The truth about Trump is not that he’s crazy. He’s a narcissist and a neurotic with a feral talent for attracting the attention he craves. And like it or not, we all inhabit the Trump-verse and we all are subject to its consequences.
If you want to understand the ways in which Donald Trump’s presidency is systematically corrupting the American mind, I have a book recommendation for you. It’s about Vladimir Putin’s Russia.
The book is Peter Pomerantsev’s “Nothing Is True and Everything Is Possible.” It was published in 2014, and it brilliantly tells the story of the (Soviet-born) British author’s sojourn as a producer for Russian TV. As the title suggests, at its heart it’s the tale of the substitution of reality with “reality,” of factual truth with interpretive possibility.

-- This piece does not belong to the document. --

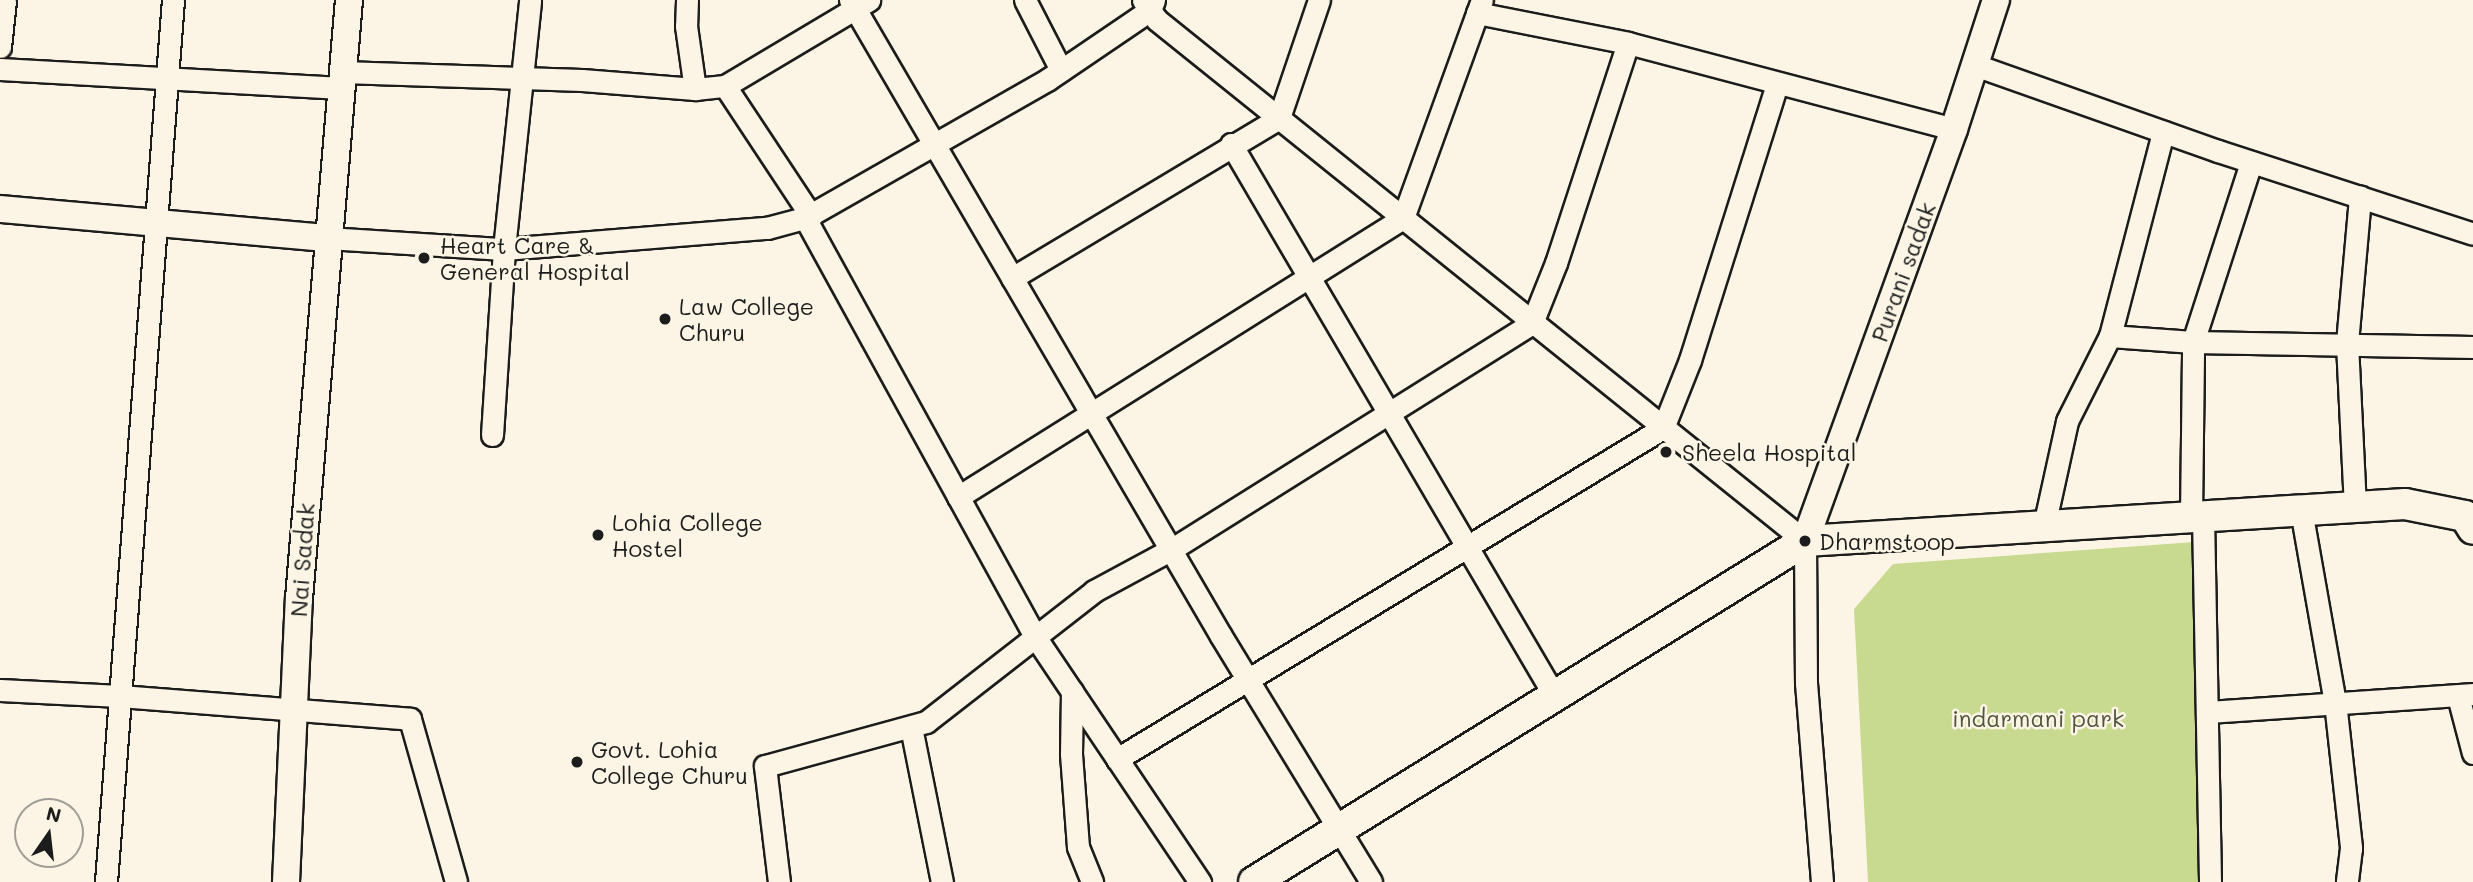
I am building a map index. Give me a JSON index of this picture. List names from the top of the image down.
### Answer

That’s also the central task of Donald Trump’s presidency. We were reminded of this again this week, on news that Trump is backing away from his public admission last year that he said what he said on the infamous Access Hollywood tape. Then there was his appalling insinuation Wednesday that MSNBC host Joe Scarborough might have killed an office intern in 2001. And his hallucinatory tweet last week in which he claimed to turn down an approach from Time magazine to make him Person of the Year for the second time in a row.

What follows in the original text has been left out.